Q8. How should you advertise routes from AWS to on-prem over Direct Connect? Terminate DX on the TGW via a Direct Connect Gateway, put the attachment in its own route table, and advertise summarized super-blocks (your /12s) rather than hundreds of /20s — the DXGW has an allowed-prefixes limit. (ANS-C01)

Q9. What is the authoritative way to prove a path is open across the TGW? Reachability Analyzer (create-network-insights-path / start-network-insights-analysis).
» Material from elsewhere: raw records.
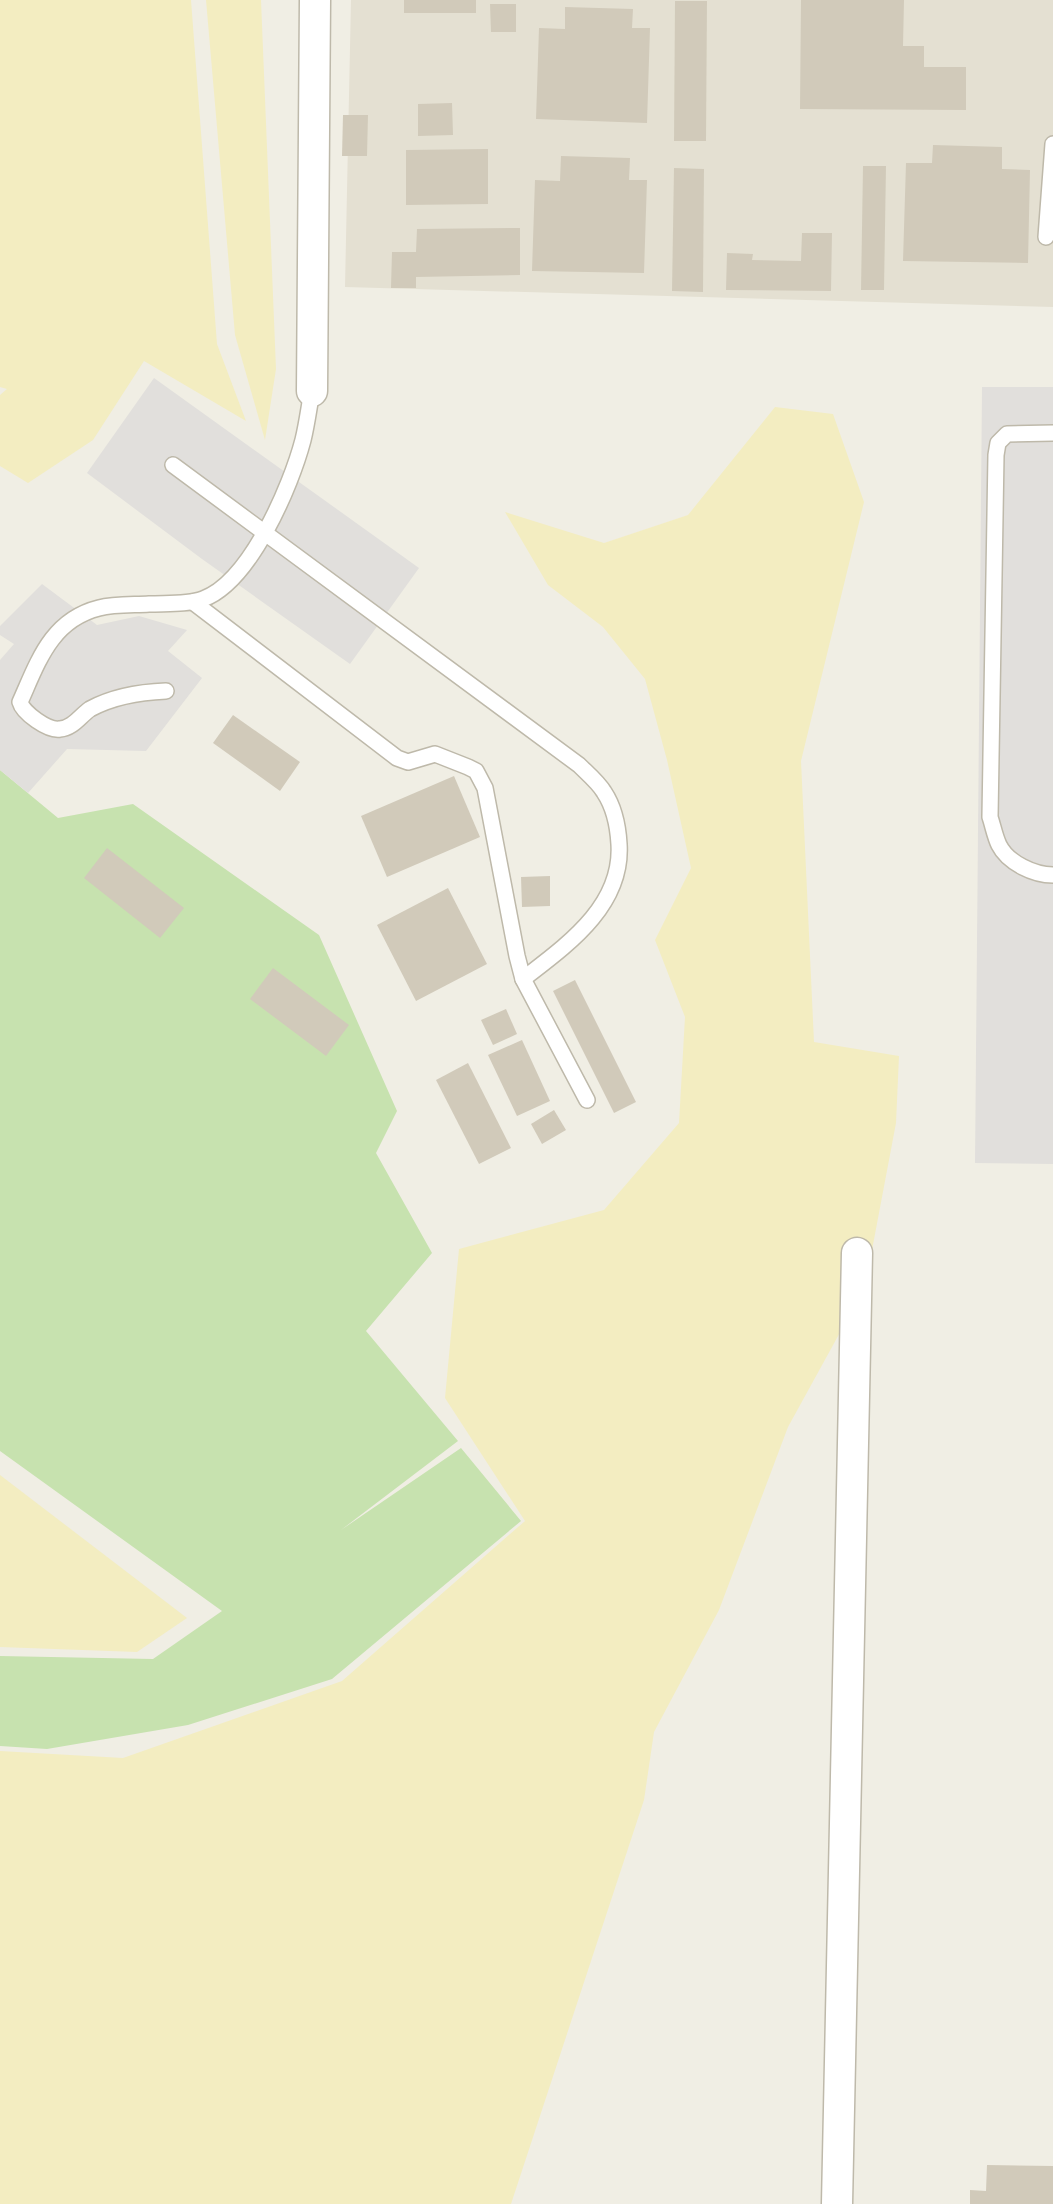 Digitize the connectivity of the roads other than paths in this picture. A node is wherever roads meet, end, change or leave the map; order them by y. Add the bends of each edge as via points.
1 (315, 0) edge
2 (1053, 144) edge
3 (1046, 237) dead end
4 (312, 391) joint
5 (1053, 433) edge
6 (173, 465) dead end
7 (265, 532) junction
8 (193, 602) junction
9 (166, 690) dead end
10 (1053, 875) edge
11 (523, 979) junction
12 (587, 1100) dead end
13 (857, 1252) dead end
14 (837, 2204) edge

1 - 4 street
2 - 3 lane
4 - 7 lane via 288,485
5 - 10 lane via 1007,434 998,443 996,455 990,817 1000,847 1019,866
6 - 7 lane
7 - 8 lane via 231,579 215,593
7 - 11 lane via 579,765 604,791 618,824 620,860 614,886 600,910 568,944
8 - 9 lane via 99,608 77,617 44,648 20,702 28,714 58,730 114,699
8 - 11 lane via 398,758 408,762 435,754 476,771 485,788
11 - 12 lane
13 - 14 street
It evaluates the full data plane — routes, NACLs, security groups, AZ ENIs — not just whether a route exists in the console. (ANS-C01, SAP-C02)

Q10. When would you choose PrivateLink over a TGW? When you need to expose a single service across a trust boundary without granting network-layer reachability — especially with overlapping CIDRs, since PrivateLink does no IP routing. (SAP-C02)

Q11. How do you stop spoke accounts from bypassing the central egress? An SCP that denies creating internet gateways and NAT gateways in spoke accounts, so the only path to the internet is the spoke’s default route to the TGW and the central egress VPC. (SAP-C02)

Q12. What’s the regional scope of a TGW and how do you go global? A TGW is regional. For a global estate, deploy one TGW per region and join them with inter-region TGW peering attachments (static routes only), keeping CIDRs disjoint per region for clean summarization. (ANS-C01)

Quick check

  1. You associate a spoke attachment to the prod route table and propagate it into the shared table. Which direction of reachability does the propagation enable?
  2. Prod and non-prod must never reach each other but both must reach shared services. What propagation rule keeps them isolated?
  3. Egress works but return traffic is dropped under load only. What is the most likely cause?
  4. A spoke’s CIDR is 10.16.0.0/20 and another account provisioned 10.16.0.0/16. Can the TGW route both? Why or why not?
  5. Which single tool proves whether a path across the TGW is actually open, beyond what the route table shows?

Answers

  1. Propagating the spoke into the shared table advertises the spoke’s CIDR into the shared domain, so shared services can reach the spoke. To let the spoke reach shared services, you must also propagate shared into the prod table.
  2. Keep prod and non-prod in separate route-table domains and never propagate one into the other’s table; propagate shared into both. Isolation is the absence of a route.
  3. Asymmetric flow — the return path is going through a different AZ’s Network Firewall endpoint than the forward path, so the stateful engine drops it. Make per-AZ route tables symmetric (or enable appliance mode).
  4. No. The TGW is a longest-prefix-match router and the two prefixes overlap; it cannot route both. One VPC must be renumbered (new IPAM allocation + migration) or exposed via PrivateLink instead.
  5. Reachability Analyzer (create-network-insights-path / start-network-insights-analysis) — it evaluates routes, NACLs, security groups, and AZ ENIs end to end, unlike a console route lookup.